_HOW TO COMPLETE THIS TASK:_
Find and copy each line of the records where the string "Hobbs" shows up.

[Saved entries]
▬▬▬
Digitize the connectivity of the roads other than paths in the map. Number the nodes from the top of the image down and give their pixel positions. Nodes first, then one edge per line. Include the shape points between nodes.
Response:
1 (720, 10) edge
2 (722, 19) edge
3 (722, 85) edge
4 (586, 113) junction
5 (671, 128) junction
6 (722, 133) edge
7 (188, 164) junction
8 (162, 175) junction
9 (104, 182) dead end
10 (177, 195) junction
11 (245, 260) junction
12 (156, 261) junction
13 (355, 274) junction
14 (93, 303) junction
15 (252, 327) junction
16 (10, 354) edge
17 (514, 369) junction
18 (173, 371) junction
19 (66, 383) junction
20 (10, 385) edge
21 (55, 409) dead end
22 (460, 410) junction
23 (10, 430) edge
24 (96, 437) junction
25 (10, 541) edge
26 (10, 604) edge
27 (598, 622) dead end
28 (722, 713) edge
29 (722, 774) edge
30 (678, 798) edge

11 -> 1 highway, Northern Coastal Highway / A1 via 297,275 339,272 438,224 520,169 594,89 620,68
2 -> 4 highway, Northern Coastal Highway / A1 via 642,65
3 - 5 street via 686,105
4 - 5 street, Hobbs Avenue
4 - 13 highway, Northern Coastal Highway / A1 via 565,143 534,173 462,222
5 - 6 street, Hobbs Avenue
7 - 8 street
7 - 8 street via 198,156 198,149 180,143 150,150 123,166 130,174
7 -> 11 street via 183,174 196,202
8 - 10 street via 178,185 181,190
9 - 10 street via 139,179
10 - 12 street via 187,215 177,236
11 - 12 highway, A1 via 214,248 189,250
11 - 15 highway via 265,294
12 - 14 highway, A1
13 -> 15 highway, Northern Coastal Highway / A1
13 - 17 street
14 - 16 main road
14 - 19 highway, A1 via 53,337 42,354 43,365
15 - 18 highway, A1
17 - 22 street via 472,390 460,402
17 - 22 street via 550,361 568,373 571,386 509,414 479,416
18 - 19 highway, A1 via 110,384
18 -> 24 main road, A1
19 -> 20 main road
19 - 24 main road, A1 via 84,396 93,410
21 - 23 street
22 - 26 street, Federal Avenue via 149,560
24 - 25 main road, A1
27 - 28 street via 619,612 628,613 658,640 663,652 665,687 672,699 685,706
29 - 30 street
▬▬▬
_REPLY:_
4 - 5 street, Hobbs Avenue
5 - 6 street, Hobbs Avenue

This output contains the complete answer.